Mais puisque la médecine cherche à repérer les sourds et non les sur-entendants, ce fut sans conséquences, excepté un rapport mentionnant un parfait 10/10 aux deux oreilles. Ce qui est toujours le cas maintenant d'ailleurs, malgré l'âge qui avance.
Bien dommage qu'une prise en charge n'ait pu avoir lieu à cette époque : je haïssais les cours d'école trop bruyantes, et commençais par là même à me désocialiser. Ce n'est que plusieurs décades plus tard qu'on comprend pourquoi. Beaucoup trop tard.
Durant toute ma vie, le premier critère de mes choix a été la recherche d'endroits très silencieux : aussi bien dans mes lieux de vie (vitrage acoustique, impasse à la campagne) que mes positions dans les salles (au fond, loin des hauts parleurs), l'évitement de certaines réunions bruyantes, des lieux de sortie, etc.
Il est possible actuellement d'objectiver l'hyperacousie par les émissions de Otto.
Elles analysent le fonctionnement des cellules ciliaires.
Causes possibles
L'hyperacousie peut provenir de divers causes, jusqu'ici peu connues, car il s'agit d'un domaine très spécifique, et elle n'est présente que chez 2% de la population.
- Exposition actuelle ou ancienne à des bruits trop élevés (traumatisme sonore)
- Traumatisme crânien
- Prise de certains médicaments
- Dérèglements thyroïdiens
- L'autisme et le syndrome de Williams (désordre génétique)
- Malformation congénitale
- Maladies ou déformations de l'oreille interne
- Etat d'éveil généré par un événement traumatique
Traitements possibles
Les patients qui souffrent d'hyperacousie sont souvent tentés de s'isoler du bruit environnant en portant des bouchons d'oreilles ou des boules " Quiès ". Bien que cette méthode puisse soulager temporairement, elle conduit à terme à amplifier la perception des sons et donc à augmenter l'hyperacousie.
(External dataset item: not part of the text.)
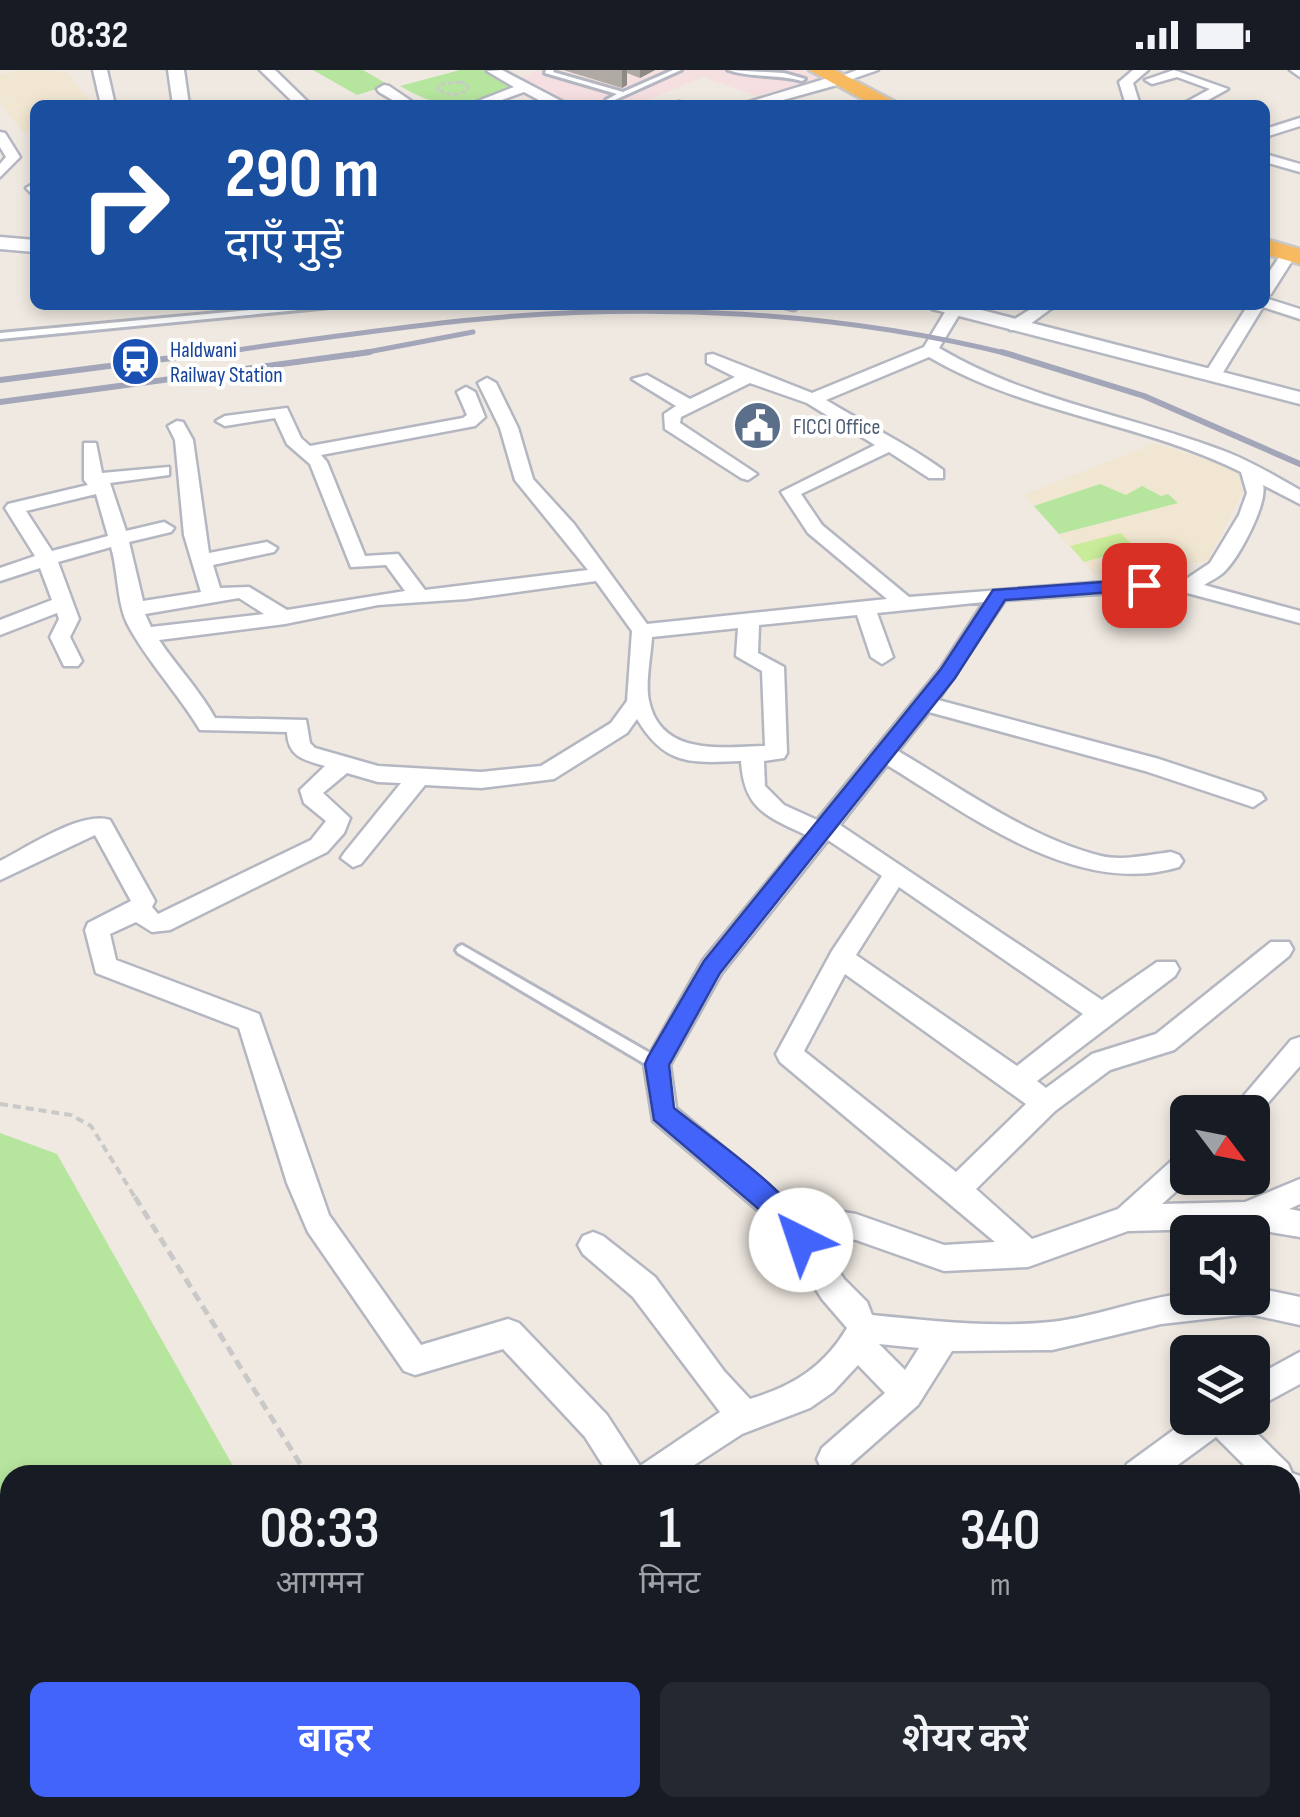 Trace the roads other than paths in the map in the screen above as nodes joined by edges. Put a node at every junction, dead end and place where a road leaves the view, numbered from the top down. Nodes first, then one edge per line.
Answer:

Il demeure cependant recommandé de protéger ses oreilles dans les situations d'exposition aux niveaux élevés de bruit qui représentent un danger certain pour l'ouïe (discothèques, concerts, machines industrielles ....).
Il faut soumettre l'oreille à un bruit de fond minimum pour la " désensibiliser " des bruits forts. L'absence totale de bruit est assimilée par le cerveau à une perte auditive importante et produit alors un phénomène d'amplification spontanée de l'oreille interne et des structures nerveuses qui y sont connectées avec création d'un effet inverse à celui recherché.
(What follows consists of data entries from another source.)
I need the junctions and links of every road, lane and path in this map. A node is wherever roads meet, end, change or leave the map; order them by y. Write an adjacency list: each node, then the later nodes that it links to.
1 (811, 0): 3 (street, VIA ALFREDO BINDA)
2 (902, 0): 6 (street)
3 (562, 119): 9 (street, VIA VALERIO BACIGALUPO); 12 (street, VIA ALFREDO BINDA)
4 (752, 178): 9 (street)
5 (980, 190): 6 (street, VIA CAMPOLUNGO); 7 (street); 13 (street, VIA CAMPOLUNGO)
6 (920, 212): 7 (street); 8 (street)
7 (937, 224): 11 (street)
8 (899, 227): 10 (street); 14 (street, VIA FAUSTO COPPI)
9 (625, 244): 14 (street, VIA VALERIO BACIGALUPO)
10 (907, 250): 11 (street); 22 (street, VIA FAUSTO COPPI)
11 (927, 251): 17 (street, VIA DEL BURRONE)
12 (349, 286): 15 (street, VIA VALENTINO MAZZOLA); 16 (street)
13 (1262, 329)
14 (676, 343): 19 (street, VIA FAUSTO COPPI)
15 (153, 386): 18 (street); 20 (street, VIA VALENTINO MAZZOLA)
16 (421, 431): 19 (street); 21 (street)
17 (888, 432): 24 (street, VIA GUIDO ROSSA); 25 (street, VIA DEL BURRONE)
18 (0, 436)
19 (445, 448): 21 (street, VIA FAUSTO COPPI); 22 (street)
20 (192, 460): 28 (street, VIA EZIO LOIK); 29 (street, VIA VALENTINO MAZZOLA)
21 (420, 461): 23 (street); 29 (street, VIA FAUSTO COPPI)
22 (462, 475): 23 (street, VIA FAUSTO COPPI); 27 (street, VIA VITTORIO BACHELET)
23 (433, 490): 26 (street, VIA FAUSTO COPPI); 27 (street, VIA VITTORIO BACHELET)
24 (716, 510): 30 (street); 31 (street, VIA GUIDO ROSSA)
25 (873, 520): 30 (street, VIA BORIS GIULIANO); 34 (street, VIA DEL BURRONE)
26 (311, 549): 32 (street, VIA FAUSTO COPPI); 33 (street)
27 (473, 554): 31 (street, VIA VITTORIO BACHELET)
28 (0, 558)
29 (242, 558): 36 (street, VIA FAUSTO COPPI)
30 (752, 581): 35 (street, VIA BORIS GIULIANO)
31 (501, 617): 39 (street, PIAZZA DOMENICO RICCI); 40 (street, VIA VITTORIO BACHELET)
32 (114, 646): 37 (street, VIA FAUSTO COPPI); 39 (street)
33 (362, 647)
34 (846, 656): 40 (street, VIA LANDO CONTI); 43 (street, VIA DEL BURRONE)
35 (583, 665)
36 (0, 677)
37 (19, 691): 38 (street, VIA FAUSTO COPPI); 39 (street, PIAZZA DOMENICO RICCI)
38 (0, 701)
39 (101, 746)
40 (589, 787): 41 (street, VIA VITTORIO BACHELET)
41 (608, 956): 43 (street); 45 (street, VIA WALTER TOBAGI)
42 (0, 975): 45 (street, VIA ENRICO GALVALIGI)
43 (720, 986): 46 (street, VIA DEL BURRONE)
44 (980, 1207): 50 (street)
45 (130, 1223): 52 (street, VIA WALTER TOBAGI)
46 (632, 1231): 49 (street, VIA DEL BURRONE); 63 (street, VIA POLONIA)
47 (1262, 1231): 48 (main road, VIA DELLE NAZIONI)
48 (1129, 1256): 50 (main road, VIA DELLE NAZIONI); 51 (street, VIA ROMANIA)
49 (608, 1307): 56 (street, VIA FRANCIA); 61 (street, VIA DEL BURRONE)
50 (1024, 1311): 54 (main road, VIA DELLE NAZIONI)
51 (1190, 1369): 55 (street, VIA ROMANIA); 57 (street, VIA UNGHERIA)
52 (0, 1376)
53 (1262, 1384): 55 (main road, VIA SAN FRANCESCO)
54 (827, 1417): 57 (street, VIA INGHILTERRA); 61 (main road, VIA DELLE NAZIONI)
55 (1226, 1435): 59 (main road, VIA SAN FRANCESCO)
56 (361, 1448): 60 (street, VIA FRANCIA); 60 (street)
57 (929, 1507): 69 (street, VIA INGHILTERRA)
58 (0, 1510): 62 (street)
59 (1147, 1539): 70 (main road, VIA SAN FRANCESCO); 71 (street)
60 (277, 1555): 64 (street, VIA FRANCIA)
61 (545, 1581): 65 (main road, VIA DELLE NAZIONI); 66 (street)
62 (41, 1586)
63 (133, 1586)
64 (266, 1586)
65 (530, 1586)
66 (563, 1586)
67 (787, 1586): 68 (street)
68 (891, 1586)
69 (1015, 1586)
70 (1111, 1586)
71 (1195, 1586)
Une technique de soins assez récente consiste en une aide instrumentale procurée par des générateurs de bruits qui vont délivrer un léger bruit de fond à large bande. C'est ce qu'on nomme la TRT (Tinnitus Retraining Therapy), qui peut bien fonctionner chez certaines personnes.
Conclusion
Cette particularité a teinté toute ma vie et m'a amené à prendre des directions et des choix souvent étonnants, totalement incompris. Avant le diagnostic par les "émissions de Otto", je n'en étais pas conscient, je n'aurais pas pu l'expliquer à mon entourage.
Car cela ne se voit pas, et personne ne pourrait imaginer ce que cela implique comme souffrances quotidiennes.